Brice Couturier se moque par ailleurs d’autres études, comme celle du tourisme en France. C’est un sujet passionnant, qui associe l’étude de l’histoire économique et de la politique gouvernementale qui le promeut. On peut même le relier à l’histoire militaire, puisque le tourisme a permis de visiter des sites comme les faubourgs de Paris après la guerre franco-prussienne, ou Stalingrad après 1942. Lorsque j’ai suivi le cours de Pierre Nora sur la notion de best-seller à l’École des hautes études en 1984, nous avons étudié Le Tour de la France par deux enfants (1877), qui traite en apparence du tourisme, mais dont le sujet véritable est celui du nationalisme dans la France de la fin du xixe siècle. Les Français excellent dans ce genre d’études sur des sujets soi-disant marginaux. Nous, les Américains, l’avons appris de vous !

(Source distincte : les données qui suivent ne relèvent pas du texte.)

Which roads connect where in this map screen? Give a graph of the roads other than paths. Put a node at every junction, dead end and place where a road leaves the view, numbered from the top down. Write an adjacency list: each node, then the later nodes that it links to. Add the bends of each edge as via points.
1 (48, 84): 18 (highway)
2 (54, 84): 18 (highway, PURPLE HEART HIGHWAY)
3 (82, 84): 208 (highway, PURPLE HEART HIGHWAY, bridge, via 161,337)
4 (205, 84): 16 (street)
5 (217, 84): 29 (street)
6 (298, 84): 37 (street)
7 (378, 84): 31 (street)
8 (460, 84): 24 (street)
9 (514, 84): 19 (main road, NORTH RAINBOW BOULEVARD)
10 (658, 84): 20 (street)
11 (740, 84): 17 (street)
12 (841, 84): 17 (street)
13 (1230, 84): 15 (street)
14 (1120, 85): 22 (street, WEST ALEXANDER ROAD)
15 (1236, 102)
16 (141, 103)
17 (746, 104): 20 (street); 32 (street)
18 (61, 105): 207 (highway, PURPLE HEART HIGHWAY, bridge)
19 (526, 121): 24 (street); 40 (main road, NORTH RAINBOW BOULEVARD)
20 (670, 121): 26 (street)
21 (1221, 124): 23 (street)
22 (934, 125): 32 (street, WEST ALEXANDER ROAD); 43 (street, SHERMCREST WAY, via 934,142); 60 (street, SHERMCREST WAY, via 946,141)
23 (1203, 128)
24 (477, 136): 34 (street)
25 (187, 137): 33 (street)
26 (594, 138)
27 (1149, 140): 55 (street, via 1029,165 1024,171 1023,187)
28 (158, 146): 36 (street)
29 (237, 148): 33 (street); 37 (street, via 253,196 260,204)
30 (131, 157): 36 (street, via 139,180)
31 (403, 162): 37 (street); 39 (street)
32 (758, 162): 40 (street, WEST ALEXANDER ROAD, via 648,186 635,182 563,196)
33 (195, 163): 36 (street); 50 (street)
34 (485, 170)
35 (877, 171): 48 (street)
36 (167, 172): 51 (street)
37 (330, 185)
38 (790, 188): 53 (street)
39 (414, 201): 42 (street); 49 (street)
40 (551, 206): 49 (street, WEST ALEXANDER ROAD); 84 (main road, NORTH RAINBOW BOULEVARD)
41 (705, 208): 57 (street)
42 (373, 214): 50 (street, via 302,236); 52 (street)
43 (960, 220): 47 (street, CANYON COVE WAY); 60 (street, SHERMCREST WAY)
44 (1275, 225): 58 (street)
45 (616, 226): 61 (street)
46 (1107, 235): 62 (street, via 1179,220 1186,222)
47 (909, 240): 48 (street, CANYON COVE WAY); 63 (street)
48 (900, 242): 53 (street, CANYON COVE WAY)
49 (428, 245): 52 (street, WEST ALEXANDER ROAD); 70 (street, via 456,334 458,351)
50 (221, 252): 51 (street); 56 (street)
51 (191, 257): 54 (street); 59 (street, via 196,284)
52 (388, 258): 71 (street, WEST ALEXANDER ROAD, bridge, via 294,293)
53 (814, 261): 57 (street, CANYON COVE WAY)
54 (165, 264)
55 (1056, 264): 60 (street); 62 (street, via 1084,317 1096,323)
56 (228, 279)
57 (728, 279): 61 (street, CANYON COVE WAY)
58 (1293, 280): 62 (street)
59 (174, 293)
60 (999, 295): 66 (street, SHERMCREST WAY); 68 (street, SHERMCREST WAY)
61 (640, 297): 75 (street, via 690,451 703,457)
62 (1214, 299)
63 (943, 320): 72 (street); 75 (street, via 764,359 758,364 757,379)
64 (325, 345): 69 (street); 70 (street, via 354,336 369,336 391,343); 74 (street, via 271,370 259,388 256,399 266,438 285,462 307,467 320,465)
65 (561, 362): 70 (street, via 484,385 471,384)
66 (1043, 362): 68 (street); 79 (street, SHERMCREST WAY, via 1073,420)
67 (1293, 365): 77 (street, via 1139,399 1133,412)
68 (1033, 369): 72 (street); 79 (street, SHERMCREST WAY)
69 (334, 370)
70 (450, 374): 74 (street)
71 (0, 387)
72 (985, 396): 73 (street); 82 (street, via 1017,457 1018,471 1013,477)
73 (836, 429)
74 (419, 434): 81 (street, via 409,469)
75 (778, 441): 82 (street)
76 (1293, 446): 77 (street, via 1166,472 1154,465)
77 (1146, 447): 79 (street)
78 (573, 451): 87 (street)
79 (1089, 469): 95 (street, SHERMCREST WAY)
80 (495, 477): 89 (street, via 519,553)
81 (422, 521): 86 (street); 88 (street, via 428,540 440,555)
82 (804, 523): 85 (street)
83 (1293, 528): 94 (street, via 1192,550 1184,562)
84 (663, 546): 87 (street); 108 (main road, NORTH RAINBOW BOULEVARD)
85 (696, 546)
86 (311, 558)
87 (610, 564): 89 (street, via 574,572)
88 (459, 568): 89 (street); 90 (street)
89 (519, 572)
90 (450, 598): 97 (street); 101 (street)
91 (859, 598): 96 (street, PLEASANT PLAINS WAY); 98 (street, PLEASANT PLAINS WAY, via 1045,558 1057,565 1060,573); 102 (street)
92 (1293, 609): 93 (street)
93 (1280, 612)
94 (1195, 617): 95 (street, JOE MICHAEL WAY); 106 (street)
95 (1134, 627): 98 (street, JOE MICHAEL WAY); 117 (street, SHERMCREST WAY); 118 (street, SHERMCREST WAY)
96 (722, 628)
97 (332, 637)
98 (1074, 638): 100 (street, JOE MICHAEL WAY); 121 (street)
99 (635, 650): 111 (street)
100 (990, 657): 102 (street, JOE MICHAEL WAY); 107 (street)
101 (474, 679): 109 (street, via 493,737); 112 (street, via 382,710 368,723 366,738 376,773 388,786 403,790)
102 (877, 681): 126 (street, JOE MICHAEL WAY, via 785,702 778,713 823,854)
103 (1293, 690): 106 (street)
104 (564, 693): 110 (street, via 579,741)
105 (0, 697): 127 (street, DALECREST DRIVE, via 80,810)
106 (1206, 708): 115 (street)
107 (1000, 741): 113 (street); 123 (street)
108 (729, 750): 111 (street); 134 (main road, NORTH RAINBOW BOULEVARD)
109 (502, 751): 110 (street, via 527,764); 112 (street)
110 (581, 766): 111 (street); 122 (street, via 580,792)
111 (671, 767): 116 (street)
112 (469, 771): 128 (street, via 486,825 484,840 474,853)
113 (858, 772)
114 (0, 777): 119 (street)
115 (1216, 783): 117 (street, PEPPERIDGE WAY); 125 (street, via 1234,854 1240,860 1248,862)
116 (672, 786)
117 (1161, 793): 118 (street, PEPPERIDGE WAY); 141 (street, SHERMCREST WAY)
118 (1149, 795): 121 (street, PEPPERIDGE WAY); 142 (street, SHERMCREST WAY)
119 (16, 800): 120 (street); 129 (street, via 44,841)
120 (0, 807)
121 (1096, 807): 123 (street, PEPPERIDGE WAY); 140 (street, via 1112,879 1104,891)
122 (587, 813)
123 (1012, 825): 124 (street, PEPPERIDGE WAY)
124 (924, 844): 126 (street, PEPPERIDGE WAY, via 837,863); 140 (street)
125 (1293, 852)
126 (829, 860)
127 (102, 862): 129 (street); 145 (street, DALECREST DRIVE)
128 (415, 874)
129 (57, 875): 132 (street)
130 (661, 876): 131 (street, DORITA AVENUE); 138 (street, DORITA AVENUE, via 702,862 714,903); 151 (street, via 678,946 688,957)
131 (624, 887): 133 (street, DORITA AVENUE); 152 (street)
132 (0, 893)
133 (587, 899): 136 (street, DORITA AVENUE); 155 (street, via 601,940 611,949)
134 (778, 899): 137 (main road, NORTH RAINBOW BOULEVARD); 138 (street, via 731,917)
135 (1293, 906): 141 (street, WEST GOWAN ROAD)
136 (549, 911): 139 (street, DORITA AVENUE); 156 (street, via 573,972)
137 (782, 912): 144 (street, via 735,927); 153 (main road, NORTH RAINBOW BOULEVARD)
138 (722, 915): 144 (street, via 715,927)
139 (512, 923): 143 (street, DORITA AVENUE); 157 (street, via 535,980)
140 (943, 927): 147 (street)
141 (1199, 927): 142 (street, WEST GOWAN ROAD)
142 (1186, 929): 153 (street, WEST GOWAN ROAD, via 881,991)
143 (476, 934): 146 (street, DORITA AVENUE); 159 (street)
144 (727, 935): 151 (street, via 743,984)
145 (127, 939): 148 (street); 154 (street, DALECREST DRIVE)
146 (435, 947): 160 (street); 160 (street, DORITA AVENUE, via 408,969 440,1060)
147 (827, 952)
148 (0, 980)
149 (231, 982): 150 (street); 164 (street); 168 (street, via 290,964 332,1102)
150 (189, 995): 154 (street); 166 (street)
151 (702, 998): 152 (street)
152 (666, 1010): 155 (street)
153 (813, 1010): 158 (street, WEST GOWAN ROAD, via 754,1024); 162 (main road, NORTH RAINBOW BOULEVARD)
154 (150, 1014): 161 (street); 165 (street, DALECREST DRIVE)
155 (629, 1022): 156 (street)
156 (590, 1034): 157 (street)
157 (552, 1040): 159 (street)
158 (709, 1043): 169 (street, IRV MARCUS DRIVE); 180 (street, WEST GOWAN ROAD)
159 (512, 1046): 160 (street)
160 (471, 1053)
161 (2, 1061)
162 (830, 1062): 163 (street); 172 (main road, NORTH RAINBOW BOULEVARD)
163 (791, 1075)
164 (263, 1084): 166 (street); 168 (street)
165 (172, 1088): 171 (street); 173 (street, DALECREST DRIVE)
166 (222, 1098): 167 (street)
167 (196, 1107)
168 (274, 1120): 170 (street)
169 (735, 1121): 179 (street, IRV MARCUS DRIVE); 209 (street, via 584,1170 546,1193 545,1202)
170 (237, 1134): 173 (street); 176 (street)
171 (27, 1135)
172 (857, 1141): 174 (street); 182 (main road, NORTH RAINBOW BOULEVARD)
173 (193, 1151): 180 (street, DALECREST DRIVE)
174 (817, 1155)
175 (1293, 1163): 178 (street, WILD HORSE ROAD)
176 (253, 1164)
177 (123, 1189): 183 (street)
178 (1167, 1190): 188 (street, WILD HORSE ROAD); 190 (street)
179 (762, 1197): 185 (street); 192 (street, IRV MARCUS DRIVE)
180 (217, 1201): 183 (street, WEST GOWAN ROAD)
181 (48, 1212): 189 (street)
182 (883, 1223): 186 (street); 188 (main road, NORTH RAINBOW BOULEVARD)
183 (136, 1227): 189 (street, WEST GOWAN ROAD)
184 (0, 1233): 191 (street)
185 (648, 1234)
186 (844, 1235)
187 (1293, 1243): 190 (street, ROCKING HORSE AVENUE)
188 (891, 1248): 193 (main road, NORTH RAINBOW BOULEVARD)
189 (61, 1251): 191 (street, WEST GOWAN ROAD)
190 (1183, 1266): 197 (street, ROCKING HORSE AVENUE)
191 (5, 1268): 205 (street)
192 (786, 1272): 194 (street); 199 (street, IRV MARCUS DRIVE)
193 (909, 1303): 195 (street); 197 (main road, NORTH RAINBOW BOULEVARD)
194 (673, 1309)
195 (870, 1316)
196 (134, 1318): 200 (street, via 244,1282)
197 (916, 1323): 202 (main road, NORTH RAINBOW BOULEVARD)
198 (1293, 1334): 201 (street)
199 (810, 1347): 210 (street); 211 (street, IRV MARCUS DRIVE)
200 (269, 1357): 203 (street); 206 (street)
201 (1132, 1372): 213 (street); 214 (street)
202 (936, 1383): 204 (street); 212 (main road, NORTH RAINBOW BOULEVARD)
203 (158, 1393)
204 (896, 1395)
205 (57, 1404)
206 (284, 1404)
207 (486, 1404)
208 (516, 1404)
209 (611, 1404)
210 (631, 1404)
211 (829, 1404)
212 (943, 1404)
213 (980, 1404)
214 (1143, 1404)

Brice Couturier s’inquiète de la mort de l’histoire en tant que discipline à cause de la polarisation de la société. À cause de Foucault, nous voyons le pouvoir partout, et tout nous semble matière à contestation. Mais la polarisation devrait accroître l’intérêt pour l’histoire, comme ce fut le cas lors de la Réforme, lorsque les catholiques et les protestants cherchaient dans le passé la preuve que leur religion était « la bonne ». L’histoire est peut-être en train de mourir, mais pour d’autres raisons. L’une d’entre elles est que les étudiants qui se spécialisent en histoire peinent à trouver un emploi et ne gagnent pas autant – du moins au début – que les étudiants en informatique. Dans le passé, les étudiants en histoire devenaient avocats, journalistes et enseignants. Aujourd’hui, les avocats ont mauvaise réputation, le journalisme est mort et les étudiants ne veulent pas devenir des professeurs de lycée mal payés et peu respectés, alors que dans certains États, comme la Floride, on leur dit ce qu’ils doivent enseigner et qu’ils ne sont pas autorisés à dire quoi que ce soit qui critique les États-Unis ! De nombreux étudiants de nos universités sont des enfants d’immigrés ou viennent de familles qui ont des difficultés financières. Nos universités coûtent des dizaines de milliers de dollars et les familles veulent que leurs enfants puissent trouver un emploi et rembourser cette dette. Une fois de plus, une spécialisation en histoire n’est pas considérée comme un moyen d’accéder à l’aisance financière.
Un autre facteur explicatif du manque d’intérêt pour la discipline historique est que les étudiants doivent lire beaucoup, alors qu’ils détestent lire aujourd’hui. Ils n’ont aucune capacité d’attention !
Enfin, la droite s’efforce de décourager l’enseignement des sciences humaines, car les professeurs y ont tendance à critiquer l’establishment. De plus en plus de départements se réduisent à cause du manque d’étudiants et des pressions politiques. Nous venons, par exemple, de perdre une spécialiste de la révolution américaine et ne pouvons la remplacer parce qu’il n’y a « pas assez » de diplômés en histoire dans notre université.
En somme, il est très inquiétant, comme le souligne Brice Couturier, que nous soyons en danger d’« amnésie historique ». Et, à ce problème, il n’y a pas de solution simple.